### Source information ###
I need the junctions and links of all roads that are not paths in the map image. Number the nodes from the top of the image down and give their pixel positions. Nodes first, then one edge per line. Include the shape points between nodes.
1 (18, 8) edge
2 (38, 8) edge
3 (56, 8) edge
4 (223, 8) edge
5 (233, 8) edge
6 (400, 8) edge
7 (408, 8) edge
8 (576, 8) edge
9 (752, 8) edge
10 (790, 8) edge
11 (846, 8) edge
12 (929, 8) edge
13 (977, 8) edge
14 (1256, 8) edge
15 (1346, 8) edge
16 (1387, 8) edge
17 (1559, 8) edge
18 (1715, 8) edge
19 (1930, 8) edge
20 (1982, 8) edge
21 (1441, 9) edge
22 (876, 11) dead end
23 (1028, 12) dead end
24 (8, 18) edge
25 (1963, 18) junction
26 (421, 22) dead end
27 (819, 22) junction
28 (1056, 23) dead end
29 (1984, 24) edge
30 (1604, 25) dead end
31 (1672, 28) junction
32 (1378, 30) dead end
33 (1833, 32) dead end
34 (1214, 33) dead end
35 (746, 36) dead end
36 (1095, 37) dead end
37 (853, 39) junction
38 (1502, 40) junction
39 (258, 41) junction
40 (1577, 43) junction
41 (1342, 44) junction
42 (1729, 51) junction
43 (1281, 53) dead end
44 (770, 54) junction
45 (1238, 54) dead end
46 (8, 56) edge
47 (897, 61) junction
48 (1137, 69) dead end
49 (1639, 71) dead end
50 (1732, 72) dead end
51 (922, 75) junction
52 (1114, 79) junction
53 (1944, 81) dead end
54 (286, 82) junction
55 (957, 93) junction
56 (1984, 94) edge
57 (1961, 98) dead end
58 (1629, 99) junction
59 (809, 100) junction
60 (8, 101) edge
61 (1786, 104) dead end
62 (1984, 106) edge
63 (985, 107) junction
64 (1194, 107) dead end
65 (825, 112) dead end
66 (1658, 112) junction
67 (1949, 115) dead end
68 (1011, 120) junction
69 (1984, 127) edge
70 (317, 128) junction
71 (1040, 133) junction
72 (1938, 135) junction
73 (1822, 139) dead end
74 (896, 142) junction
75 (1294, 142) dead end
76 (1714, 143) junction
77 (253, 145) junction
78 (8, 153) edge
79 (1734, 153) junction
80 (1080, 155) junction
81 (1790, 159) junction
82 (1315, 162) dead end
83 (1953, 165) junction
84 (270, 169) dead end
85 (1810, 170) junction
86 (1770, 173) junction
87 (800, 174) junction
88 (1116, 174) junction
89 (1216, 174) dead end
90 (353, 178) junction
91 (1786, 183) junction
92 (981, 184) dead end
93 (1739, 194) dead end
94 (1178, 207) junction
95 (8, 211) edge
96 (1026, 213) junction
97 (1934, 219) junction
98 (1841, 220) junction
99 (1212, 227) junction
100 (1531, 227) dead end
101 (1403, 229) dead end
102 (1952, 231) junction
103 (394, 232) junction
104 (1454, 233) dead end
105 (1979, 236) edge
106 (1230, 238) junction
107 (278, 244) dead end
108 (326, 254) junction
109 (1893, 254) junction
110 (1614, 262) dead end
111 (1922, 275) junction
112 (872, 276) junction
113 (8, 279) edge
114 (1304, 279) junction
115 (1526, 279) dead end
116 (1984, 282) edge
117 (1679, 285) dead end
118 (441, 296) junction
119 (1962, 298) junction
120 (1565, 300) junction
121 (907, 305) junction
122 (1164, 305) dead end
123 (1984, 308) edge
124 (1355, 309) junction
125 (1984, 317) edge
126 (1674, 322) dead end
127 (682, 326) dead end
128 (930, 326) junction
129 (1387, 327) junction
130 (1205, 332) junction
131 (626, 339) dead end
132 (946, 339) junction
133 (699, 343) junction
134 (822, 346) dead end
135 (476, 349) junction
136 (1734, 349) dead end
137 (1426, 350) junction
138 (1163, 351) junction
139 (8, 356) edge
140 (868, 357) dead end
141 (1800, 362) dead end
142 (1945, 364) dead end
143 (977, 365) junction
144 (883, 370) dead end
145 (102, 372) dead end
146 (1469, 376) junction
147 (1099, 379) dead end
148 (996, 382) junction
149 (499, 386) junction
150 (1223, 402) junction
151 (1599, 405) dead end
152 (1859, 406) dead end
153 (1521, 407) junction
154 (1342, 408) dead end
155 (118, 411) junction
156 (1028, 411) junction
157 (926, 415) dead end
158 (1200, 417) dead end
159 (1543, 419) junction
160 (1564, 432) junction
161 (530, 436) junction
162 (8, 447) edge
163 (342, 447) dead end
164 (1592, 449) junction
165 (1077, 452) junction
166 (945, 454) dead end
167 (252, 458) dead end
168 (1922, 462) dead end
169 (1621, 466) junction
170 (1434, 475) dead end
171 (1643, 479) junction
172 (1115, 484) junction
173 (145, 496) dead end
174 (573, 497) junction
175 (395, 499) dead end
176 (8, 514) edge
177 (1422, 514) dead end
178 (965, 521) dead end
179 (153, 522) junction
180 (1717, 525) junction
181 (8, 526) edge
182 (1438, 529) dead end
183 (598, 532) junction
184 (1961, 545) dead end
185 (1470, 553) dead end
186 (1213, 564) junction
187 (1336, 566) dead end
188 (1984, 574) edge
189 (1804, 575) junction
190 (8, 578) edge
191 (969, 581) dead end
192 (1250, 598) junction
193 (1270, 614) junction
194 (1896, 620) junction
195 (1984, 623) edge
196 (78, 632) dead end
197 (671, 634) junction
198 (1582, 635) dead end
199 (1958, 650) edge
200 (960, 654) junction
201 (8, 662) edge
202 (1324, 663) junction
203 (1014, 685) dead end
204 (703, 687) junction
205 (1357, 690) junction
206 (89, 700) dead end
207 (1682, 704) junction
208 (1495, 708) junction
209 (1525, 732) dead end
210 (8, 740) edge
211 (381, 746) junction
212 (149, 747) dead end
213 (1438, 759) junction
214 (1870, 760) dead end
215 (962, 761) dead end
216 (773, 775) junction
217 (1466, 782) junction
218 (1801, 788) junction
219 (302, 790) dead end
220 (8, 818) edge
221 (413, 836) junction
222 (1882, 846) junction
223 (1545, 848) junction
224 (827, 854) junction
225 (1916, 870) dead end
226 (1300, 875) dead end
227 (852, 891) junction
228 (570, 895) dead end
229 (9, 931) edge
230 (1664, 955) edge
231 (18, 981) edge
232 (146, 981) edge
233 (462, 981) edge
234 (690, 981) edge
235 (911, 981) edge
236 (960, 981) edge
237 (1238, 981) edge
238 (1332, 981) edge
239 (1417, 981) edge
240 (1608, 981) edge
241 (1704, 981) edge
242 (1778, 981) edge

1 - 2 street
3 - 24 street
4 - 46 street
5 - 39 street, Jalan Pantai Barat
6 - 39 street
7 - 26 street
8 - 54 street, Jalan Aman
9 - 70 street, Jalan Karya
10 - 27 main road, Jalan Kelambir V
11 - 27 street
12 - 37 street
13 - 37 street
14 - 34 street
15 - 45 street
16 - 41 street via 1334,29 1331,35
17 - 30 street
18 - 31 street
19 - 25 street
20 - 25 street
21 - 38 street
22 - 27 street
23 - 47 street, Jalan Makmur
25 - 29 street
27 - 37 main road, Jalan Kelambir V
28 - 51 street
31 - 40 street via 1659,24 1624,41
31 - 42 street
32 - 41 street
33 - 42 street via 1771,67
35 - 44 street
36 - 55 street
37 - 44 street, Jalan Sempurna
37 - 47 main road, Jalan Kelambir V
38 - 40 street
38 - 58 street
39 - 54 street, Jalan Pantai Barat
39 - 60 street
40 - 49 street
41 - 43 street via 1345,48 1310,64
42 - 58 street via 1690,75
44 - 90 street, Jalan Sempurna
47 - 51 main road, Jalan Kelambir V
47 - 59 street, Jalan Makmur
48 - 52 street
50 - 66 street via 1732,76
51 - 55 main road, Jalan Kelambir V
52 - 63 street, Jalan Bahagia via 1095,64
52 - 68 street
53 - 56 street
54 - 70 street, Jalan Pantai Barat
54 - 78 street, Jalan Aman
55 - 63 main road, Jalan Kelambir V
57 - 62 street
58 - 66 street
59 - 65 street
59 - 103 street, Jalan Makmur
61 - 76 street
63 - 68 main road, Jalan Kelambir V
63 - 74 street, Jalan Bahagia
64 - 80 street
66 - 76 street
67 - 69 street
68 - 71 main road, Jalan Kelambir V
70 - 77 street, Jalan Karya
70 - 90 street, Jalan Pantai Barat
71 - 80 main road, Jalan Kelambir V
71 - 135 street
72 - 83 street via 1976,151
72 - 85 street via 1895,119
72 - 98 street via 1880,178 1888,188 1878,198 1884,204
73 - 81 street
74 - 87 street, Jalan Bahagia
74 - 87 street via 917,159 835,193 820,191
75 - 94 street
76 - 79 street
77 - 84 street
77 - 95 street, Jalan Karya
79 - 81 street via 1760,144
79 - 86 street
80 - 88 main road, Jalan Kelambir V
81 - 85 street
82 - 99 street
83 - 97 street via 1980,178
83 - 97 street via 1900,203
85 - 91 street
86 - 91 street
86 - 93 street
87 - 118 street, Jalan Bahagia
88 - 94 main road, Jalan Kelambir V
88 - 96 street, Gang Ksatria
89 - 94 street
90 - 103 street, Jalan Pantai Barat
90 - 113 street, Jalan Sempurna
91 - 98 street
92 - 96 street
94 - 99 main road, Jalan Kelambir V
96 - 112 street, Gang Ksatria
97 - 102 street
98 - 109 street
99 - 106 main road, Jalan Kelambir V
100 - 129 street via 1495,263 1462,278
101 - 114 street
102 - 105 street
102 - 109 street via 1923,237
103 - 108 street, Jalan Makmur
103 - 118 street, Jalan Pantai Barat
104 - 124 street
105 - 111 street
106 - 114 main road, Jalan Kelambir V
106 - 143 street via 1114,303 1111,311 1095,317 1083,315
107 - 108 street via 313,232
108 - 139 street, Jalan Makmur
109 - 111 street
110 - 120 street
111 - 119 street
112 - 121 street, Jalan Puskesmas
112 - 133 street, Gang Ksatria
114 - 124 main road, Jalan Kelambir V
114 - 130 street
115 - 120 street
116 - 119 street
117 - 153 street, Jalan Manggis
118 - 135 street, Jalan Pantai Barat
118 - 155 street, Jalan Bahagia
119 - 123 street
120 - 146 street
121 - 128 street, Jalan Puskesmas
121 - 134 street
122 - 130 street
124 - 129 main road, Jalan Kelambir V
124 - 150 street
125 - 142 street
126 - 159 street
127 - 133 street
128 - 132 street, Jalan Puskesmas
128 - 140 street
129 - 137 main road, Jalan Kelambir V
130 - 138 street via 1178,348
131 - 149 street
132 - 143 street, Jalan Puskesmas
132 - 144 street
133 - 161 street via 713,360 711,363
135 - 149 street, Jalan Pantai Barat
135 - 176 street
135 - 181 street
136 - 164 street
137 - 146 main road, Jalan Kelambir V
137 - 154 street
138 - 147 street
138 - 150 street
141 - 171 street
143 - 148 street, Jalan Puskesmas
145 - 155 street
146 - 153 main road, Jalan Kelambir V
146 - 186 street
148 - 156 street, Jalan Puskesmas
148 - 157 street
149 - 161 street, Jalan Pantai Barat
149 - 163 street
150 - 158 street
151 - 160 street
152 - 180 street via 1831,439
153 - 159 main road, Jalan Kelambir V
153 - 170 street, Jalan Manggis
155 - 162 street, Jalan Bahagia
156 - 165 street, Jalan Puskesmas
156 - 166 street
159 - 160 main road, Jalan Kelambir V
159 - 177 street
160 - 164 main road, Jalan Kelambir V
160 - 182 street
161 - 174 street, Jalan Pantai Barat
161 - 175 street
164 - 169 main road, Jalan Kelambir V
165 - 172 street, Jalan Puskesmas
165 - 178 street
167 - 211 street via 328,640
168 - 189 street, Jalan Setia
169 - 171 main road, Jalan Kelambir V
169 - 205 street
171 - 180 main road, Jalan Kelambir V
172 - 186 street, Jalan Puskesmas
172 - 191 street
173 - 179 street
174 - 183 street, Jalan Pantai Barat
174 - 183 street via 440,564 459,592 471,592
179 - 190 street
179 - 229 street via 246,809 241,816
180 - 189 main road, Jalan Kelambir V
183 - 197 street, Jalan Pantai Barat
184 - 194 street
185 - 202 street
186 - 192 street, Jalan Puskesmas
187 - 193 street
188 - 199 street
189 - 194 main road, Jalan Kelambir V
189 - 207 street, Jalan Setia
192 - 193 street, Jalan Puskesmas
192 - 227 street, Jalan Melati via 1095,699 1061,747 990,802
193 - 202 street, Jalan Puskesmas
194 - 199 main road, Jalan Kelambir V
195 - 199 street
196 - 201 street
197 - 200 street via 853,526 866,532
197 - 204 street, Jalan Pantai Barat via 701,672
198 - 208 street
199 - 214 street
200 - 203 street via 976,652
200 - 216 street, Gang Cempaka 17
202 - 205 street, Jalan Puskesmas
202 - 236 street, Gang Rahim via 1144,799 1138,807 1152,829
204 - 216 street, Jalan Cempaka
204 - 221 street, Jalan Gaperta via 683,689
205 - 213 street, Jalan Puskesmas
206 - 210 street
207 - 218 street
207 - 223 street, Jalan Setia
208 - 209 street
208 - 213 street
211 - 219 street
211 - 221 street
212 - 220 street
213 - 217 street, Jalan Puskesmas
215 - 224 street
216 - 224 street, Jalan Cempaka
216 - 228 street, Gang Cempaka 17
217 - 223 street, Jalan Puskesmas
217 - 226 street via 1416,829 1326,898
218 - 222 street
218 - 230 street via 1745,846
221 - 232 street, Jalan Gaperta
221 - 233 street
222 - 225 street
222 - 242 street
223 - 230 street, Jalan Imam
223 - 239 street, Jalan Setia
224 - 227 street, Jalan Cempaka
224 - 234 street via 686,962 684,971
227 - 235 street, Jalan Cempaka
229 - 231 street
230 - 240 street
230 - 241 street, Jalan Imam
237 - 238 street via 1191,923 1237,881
###
- **Your goal**
What is needed is every line from the data above that includes the string "Cempaka", copied out.

- **Reply to the task**
200 - 216 street, Gang Cempaka 17
204 - 216 street, Jalan Cempaka
216 - 224 street, Jalan Cempaka
216 - 228 street, Gang Cempaka 17
224 - 227 street, Jalan Cempaka
227 - 235 street, Jalan Cempaka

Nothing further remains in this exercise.